- _Task statement_
Please reproduce the entries that follow without a single difference.
===== Data section =====
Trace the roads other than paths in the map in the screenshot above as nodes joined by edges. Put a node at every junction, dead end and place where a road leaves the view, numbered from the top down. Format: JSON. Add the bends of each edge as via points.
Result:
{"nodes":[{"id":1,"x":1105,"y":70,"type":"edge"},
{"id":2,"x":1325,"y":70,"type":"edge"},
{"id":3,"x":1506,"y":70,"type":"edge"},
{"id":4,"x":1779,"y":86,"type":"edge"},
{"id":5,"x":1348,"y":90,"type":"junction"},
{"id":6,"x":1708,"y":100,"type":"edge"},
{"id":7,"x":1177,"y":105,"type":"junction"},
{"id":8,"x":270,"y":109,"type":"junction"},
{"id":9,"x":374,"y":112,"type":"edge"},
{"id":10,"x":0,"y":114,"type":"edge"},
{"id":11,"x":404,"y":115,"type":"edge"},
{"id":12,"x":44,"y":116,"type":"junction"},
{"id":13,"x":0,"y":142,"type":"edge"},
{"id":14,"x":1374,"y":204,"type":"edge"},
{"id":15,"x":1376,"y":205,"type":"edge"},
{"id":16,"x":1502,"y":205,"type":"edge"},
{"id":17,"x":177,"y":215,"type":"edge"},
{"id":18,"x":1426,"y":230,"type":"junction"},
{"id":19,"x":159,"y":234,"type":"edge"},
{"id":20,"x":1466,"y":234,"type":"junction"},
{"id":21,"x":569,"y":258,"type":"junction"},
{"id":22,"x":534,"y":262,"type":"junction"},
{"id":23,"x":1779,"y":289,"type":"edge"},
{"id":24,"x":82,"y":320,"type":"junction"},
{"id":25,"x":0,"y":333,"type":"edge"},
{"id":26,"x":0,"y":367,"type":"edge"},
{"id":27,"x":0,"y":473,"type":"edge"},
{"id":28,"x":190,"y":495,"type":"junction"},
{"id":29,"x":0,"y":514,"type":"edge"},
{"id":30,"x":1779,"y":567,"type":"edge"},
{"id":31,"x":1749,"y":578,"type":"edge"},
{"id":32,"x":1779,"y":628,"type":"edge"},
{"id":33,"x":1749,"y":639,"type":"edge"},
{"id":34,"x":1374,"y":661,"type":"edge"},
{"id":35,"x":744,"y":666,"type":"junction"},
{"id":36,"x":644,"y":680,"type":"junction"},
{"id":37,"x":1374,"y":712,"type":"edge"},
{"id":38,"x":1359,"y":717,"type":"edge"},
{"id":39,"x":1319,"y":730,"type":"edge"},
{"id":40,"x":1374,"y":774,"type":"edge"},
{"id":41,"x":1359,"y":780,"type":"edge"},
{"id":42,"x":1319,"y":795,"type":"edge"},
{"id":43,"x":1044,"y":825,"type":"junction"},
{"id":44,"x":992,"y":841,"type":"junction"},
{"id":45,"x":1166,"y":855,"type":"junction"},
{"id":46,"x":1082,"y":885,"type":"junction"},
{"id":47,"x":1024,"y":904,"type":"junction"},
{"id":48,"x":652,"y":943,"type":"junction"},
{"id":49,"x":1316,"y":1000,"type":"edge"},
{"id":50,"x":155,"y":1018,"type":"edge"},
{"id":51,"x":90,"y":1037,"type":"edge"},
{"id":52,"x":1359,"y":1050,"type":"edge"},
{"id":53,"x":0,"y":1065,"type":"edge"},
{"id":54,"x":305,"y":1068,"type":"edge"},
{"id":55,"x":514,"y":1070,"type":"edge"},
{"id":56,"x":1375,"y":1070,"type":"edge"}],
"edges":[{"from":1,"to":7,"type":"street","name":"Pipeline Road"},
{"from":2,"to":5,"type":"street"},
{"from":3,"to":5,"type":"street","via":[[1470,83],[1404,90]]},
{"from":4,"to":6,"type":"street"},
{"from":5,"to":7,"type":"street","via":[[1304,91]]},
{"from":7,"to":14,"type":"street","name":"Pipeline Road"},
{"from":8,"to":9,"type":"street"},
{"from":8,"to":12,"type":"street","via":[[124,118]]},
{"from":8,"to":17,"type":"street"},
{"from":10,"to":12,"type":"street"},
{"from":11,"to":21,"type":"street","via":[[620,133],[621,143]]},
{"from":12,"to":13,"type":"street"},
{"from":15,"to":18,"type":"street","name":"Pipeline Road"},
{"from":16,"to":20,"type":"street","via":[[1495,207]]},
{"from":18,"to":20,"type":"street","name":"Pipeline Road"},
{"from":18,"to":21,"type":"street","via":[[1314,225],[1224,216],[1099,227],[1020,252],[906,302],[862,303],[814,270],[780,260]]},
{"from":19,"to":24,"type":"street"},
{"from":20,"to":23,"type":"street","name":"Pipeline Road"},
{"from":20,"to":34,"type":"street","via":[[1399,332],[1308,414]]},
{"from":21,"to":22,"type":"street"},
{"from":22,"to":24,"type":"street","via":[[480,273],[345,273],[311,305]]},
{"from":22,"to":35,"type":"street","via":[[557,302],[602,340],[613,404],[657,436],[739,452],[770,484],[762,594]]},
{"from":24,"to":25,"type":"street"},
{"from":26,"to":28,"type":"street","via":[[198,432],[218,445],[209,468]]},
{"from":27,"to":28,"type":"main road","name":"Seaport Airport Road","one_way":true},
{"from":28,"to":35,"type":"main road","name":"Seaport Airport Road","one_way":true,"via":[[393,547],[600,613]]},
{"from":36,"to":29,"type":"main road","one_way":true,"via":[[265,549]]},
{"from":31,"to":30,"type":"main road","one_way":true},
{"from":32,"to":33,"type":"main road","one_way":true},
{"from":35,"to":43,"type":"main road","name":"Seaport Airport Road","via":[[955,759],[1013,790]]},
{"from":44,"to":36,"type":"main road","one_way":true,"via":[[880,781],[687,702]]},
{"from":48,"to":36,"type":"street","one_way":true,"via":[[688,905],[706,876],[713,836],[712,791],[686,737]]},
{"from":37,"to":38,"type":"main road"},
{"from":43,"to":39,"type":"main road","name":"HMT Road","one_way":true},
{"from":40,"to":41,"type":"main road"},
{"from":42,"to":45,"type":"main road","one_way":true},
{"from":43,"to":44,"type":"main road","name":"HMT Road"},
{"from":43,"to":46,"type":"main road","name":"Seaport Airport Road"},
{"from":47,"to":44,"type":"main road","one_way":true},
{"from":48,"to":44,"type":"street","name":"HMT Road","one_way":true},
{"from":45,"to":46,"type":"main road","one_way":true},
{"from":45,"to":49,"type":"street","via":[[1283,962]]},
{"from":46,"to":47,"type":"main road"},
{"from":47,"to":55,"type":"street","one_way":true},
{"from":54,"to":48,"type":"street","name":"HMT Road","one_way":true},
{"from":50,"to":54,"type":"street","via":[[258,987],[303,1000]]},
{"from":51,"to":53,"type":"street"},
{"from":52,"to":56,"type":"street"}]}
=====
- _Response area_
Trace the roads other than paths in the map in the screenshot above as nodes joined by edges. Put a node at every junction, dead end and place where a road leaves the view, numbered from the top down. Format: JSON. Add the bends of each edge as via points.
Result:
{"nodes":[{"id":1,"x":1105,"y":70,"type":"edge"},
{"id":2,"x":1325,"y":70,"type":"edge"},
{"id":3,"x":1506,"y":70,"type":"edge"},
{"id":4,"x":1779,"y":86,"type":"edge"},
{"id":5,"x":1348,"y":90,"type":"junction"},
{"id":6,"x":1708,"y":100,"type":"edge"},
{"id":7,"x":1177,"y":105,"type":"junction"},
{"id":8,"x":270,"y":109,"type":"junction"},
{"id":9,"x":374,"y":112,"type":"edge"},
{"id":10,"x":0,"y":114,"type":"edge"},
{"id":11,"x":404,"y":115,"type":"edge"},
{"id":12,"x":44,"y":116,"type":"junction"},
{"id":13,"x":0,"y":142,"type":"edge"},
{"id":14,"x":1374,"y":204,"type":"edge"},
{"id":15,"x":1376,"y":205,"type":"edge"},
{"id":16,"x":1502,"y":205,"type":"edge"},
{"id":17,"x":177,"y":215,"type":"edge"},
{"id":18,"x":1426,"y":230,"type":"junction"},
{"id":19,"x":159,"y":234,"type":"edge"},
{"id":20,"x":1466,"y":234,"type":"junction"},
{"id":21,"x":569,"y":258,"type":"junction"},
{"id":22,"x":534,"y":262,"type":"junction"},
{"id":23,"x":1779,"y":289,"type":"edge"},
{"id":24,"x":82,"y":320,"type":"junction"},
{"id":25,"x":0,"y":333,"type":"edge"},
{"id":26,"x":0,"y":367,"type":"edge"},
{"id":27,"x":0,"y":473,"type":"edge"},
{"id":28,"x":190,"y":495,"type":"junction"},
{"id":29,"x":0,"y":514,"type":"edge"},
{"id":30,"x":1779,"y":567,"type":"edge"},
{"id":31,"x":1749,"y":578,"type":"edge"},
{"id":32,"x":1779,"y":628,"type":"edge"},
{"id":33,"x":1749,"y":639,"type":"edge"},
{"id":34,"x":1374,"y":661,"type":"edge"},
{"id":35,"x":744,"y":666,"type":"junction"},
{"id":36,"x":644,"y":680,"type":"junction"},
{"id":37,"x":1374,"y":712,"type":"edge"},
{"id":38,"x":1359,"y":717,"type":"edge"},
{"id":39,"x":1319,"y":730,"type":"edge"},
{"id":40,"x":1374,"y":774,"type":"edge"},
{"id":41,"x":1359,"y":780,"type":"edge"},
{"id":42,"x":1319,"y":795,"type":"edge"},
{"id":43,"x":1044,"y":825,"type":"junction"},
{"id":44,"x":992,"y":841,"type":"junction"},
{"id":45,"x":1166,"y":855,"type":"junction"},
{"id":46,"x":1082,"y":885,"type":"junction"},
{"id":47,"x":1024,"y":904,"type":"junction"},
{"id":48,"x":652,"y":943,"type":"junction"},
{"id":49,"x":1316,"y":1000,"type":"edge"},
{"id":50,"x":155,"y":1018,"type":"edge"},
{"id":51,"x":90,"y":1037,"type":"edge"},
{"id":52,"x":1359,"y":1050,"type":"edge"},
{"id":53,"x":0,"y":1065,"type":"edge"},
{"id":54,"x":305,"y":1068,"type":"edge"},
{"id":55,"x":514,"y":1070,"type":"edge"},
{"id":56,"x":1375,"y":1070,"type":"edge"}],
"edges":[{"from":1,"to":7,"type":"street","name":"Pipeline Road"},
{"from":2,"to":5,"type":"street"},
{"from":3,"to":5,"type":"street","via":[[1470,83],[1404,90]]},
{"from":4,"to":6,"type":"street"},
{"from":5,"to":7,"type":"street","via":[[1304,91]]},
{"from":7,"to":14,"type":"street","name":"Pipeline Road"},
{"from":8,"to":9,"type":"street"},
{"from":8,"to":12,"type":"street","via":[[124,118]]},
{"from":8,"to":17,"type":"street"},
{"from":10,"to":12,"type":"street"},
{"from":11,"to":21,"type":"street","via":[[620,133],[621,143]]},
{"from":12,"to":13,"type":"street"},
{"from":15,"to":18,"type":"street","name":"Pipeline Road"},
{"from":16,"to":20,"type":"street","via":[[1495,207]]},
{"from":18,"to":20,"type":"street","name":"Pipeline Road"},
{"from":18,"to":21,"type":"street","via":[[1314,225],[1224,216],[1099,227],[1020,252],[906,302],[862,303],[814,270],[780,260]]},
{"from":19,"to":24,"type":"street"},
{"from":20,"to":23,"type":"street","name":"Pipeline Road"},
{"from":20,"to":34,"type":"street","via":[[1399,332],[1308,414]]},
{"from":21,"to":22,"type":"street"},
{"from":22,"to":24,"type":"street","via":[[480,273],[345,273],[311,305]]},
{"from":22,"to":35,"type":"street","via":[[557,302],[602,340],[613,404],[657,436],[739,452],[770,484],[762,594]]},
{"from":24,"to":25,"type":"street"},
{"from":26,"to":28,"type":"street","via":[[198,432],[218,445],[209,468]]},
{"from":27,"to":28,"type":"main road","name":"Seaport Airport Road","one_way":true},
{"from":28,"to":35,"type":"main road","name":"Seaport Airport Road","one_way":true,"via":[[393,547],[600,613]]},
{"from":36,"to":29,"type":"main road","one_way":true,"via":[[265,549]]},
{"from":31,"to":30,"type":"main road","one_way":true},
{"from":32,"to":33,"type":"main road","one_way":true},
{"from":35,"to":43,"type":"main road","name":"Seaport Airport Road","via":[[955,759],[1013,790]]},
{"from":44,"to":36,"type":"main road","one_way":true,"via":[[880,781],[687,702]]},
{"from":48,"to":36,"type":"street","one_way":true,"via":[[688,905],[706,876],[713,836],[712,791],[686,737]]},
{"from":37,"to":38,"type":"main road"},
{"from":43,"to":39,"type":"main road","name":"HMT Road","one_way":true},
{"from":40,"to":41,"type":"main road"},
{"from":42,"to":45,"type":"main road","one_way":true},
{"from":43,"to":44,"type":"main road","name":"HMT Road"},
{"from":43,"to":46,"type":"main road","name":"Seaport Airport Road"},
{"from":47,"to":44,"type":"main road","one_way":true},
{"from":48,"to":44,"type":"street","name":"HMT Road","one_way":true},
{"from":45,"to":46,"type":"main road","one_way":true},
{"from":45,"to":49,"type":"street","via":[[1283,962]]},
{"from":46,"to":47,"type":"main road"},
{"from":47,"to":55,"type":"street","one_way":true},
{"from":54,"to":48,"type":"street","name":"HMT Road","one_way":true},
{"from":50,"to":54,"type":"street","via":[[258,987],[303,1000]]},
{"from":51,"to":53,"type":"street"},
{"from":52,"to":56,"type":"street"}]}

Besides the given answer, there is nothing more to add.